Helping expand operations in Columbia Falls, Montana, and Dothan, Alabama, Derek Ratchford—SmartLam’s CEO—said grants from the US Forest Service have helped grow its footprint in the Pacific Nortwest and Southeast: “Developers and others are realising that constructing with mass timber is an efficient and effective investment, one that benefits the development and growth of local economies and the goal of sustaining America’s renewable forest resources,” he said.
Steel tariffs could make mass timber cost-neutral in the United States.
It comes after Chris Evans, the CEO of another US mass timber manufacturer, the Swinerton-owned Timberlab, said that new tariffs on steel and aluminium could make mass timber systems cost-neutral or better across more markets.
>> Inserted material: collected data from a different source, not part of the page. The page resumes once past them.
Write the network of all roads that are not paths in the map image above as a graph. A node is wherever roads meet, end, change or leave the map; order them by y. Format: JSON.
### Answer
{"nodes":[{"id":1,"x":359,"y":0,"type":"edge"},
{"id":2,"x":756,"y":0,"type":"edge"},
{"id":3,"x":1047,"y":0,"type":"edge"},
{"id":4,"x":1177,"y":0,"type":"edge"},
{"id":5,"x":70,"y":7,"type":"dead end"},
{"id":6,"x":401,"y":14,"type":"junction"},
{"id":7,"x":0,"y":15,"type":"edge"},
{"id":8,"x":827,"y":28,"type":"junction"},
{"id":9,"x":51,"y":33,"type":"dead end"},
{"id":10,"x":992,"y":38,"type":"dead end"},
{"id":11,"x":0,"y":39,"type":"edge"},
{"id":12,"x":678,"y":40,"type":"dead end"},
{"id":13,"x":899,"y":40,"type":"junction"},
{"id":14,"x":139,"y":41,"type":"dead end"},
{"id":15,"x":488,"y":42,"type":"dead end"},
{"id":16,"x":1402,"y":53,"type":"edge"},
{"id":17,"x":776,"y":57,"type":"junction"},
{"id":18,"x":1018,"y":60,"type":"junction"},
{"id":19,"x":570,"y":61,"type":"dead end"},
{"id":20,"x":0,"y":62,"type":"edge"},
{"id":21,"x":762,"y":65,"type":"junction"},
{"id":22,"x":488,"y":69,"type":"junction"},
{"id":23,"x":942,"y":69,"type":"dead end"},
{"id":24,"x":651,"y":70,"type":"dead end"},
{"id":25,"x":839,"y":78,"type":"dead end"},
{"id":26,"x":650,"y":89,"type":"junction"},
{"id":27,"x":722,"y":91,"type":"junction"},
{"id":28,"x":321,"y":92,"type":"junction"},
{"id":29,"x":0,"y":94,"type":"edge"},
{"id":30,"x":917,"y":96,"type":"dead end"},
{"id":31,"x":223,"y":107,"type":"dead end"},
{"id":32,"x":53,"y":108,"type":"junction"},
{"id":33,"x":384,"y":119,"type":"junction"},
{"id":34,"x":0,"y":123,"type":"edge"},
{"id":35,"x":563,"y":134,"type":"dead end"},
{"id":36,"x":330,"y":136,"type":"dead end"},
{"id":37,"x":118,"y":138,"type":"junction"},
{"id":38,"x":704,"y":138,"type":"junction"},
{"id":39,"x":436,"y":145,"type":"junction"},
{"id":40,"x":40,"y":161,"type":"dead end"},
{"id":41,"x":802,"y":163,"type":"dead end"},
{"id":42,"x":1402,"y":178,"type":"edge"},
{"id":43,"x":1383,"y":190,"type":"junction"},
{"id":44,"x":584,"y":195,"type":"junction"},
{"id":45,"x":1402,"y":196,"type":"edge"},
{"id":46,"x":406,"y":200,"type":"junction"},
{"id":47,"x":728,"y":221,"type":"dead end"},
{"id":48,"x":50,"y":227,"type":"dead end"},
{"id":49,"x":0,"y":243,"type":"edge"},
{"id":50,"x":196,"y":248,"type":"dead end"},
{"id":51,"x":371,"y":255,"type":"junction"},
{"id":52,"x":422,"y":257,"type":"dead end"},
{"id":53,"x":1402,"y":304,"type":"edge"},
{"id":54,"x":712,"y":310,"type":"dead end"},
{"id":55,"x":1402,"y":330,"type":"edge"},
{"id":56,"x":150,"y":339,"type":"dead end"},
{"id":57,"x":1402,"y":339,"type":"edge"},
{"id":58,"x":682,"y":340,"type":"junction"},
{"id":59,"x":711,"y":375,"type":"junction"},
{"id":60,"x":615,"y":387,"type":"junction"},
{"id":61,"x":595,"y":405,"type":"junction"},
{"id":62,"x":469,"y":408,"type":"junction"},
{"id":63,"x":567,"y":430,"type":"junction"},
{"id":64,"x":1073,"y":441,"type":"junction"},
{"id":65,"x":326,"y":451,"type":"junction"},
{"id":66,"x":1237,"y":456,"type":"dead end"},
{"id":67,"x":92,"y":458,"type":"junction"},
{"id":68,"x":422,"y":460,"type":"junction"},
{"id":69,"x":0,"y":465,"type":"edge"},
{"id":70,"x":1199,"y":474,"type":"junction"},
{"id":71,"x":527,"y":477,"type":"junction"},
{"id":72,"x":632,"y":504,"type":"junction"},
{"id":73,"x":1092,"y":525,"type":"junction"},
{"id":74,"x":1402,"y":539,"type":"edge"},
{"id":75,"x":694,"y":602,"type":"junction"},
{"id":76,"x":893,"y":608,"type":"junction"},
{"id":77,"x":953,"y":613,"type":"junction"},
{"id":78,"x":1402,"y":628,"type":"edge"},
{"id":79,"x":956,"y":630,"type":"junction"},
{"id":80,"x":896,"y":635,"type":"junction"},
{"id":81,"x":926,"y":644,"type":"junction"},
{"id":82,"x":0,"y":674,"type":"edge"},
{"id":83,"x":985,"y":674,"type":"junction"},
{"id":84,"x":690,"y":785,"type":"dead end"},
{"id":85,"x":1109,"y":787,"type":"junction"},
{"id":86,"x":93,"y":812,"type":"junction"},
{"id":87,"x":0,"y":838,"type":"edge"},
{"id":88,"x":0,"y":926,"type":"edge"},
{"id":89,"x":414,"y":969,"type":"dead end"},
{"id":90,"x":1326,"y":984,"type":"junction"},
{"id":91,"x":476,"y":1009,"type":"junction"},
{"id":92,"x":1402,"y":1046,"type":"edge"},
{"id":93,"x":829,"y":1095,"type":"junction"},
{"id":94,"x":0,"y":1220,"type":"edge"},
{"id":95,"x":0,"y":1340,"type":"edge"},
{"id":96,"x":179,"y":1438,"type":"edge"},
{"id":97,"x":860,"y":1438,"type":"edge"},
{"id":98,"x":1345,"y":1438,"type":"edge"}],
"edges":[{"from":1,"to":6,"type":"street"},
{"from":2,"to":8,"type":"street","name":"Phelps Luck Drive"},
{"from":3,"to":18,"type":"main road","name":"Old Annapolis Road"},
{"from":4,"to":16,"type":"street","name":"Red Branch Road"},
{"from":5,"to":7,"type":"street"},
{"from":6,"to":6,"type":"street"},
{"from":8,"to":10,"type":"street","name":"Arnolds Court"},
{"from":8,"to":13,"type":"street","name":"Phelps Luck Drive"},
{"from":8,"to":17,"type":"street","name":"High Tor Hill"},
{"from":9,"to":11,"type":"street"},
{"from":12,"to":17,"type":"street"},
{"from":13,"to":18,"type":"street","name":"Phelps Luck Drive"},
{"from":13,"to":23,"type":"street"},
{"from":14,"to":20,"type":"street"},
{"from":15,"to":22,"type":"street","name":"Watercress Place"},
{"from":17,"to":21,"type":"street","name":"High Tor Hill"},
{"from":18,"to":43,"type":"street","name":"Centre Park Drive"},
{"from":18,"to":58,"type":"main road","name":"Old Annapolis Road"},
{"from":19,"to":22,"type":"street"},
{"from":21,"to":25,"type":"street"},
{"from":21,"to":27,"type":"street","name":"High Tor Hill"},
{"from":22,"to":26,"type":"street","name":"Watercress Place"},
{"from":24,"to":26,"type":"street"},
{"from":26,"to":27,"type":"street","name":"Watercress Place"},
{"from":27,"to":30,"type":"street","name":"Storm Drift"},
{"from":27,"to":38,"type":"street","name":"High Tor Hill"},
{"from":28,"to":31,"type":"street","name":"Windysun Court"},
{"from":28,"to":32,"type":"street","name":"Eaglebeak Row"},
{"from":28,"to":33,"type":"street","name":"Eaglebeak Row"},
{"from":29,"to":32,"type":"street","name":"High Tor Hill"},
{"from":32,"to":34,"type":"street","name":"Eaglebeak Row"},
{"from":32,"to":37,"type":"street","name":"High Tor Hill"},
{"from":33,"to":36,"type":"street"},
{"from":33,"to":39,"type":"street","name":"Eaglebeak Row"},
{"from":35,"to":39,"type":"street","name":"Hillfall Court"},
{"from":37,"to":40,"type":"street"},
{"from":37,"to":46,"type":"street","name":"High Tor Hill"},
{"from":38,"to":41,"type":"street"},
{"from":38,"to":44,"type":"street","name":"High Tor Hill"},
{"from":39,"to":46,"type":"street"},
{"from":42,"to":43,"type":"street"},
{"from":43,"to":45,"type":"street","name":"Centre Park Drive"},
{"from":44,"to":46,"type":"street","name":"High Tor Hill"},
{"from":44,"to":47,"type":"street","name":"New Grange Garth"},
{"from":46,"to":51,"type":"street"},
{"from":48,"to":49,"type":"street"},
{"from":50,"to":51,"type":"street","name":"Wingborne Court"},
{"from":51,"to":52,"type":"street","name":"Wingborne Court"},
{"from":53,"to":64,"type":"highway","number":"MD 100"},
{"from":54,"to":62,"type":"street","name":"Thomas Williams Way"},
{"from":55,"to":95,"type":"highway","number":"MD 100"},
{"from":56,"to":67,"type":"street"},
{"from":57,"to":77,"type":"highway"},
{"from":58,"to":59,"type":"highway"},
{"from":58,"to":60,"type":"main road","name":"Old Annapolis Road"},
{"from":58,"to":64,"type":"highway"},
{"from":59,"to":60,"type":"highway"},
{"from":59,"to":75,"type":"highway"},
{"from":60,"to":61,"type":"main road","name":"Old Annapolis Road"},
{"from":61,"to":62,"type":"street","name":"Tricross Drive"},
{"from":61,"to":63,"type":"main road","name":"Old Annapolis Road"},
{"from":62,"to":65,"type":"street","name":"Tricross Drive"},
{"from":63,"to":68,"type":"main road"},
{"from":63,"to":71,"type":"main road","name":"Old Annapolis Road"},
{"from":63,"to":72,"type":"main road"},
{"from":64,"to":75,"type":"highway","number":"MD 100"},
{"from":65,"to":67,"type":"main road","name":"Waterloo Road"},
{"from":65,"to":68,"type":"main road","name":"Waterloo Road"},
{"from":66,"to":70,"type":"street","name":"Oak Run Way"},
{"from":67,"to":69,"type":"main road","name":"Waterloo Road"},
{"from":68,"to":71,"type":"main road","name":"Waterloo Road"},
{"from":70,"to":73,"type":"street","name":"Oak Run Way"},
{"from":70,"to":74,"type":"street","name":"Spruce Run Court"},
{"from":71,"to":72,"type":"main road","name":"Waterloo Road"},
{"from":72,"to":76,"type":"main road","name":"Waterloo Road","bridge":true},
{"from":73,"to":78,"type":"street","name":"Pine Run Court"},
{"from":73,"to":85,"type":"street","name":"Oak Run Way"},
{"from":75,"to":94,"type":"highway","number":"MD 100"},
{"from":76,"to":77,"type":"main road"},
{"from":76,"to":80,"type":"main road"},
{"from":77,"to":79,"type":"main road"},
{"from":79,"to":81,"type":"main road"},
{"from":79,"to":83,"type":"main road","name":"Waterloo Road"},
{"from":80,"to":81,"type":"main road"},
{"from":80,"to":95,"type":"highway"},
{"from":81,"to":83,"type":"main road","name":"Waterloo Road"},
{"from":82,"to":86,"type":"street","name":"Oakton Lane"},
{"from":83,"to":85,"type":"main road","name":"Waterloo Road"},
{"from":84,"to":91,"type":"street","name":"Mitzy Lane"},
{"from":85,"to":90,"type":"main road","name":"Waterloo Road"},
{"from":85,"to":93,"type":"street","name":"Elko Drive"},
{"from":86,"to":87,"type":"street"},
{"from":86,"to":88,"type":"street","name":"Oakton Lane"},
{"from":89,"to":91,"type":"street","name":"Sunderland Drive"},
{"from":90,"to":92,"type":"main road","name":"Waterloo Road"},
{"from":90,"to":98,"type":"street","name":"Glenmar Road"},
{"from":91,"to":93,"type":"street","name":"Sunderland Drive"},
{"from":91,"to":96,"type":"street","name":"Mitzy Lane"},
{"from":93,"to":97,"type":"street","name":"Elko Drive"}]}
Speaking to Construction Drive last month, Evans said you only need to look to the past when a shortage of steel and long lead times for open web joints led to steel roof systems being converted to wood roof systems:
“That’s a good example of how that effect over on the steel side increases the demand for mass timber products,” he said. “(And) I think it’s no different, if steel prices go up and tariffs caused that throughout the whole system, then what that will do is help make mass timber cost neutral or better in more markets.”

And whilst the US industry is now operating at just 39% capacity (down from 47% last year), according to a 339-page report published at the International Mass Timber Conference, Evans said, “there are obviously markets where there’s lots of building going on, in the Southeast and in Texas…but in other places like Seattle and Portland, it’s sluggish at best.”
“Mass timber is a viable building system, and it will take market share of steel and concrete. Steel and concrete have their time and place in buildings. Mass timber does too,” he said. “(But) I think that the thing that will help continue to grow the market is other companies doing what we did, coming in and putting in some CNC capacity to help make building components, to help make mass timber buildings. The supply chain will continue to get rounded out over time.”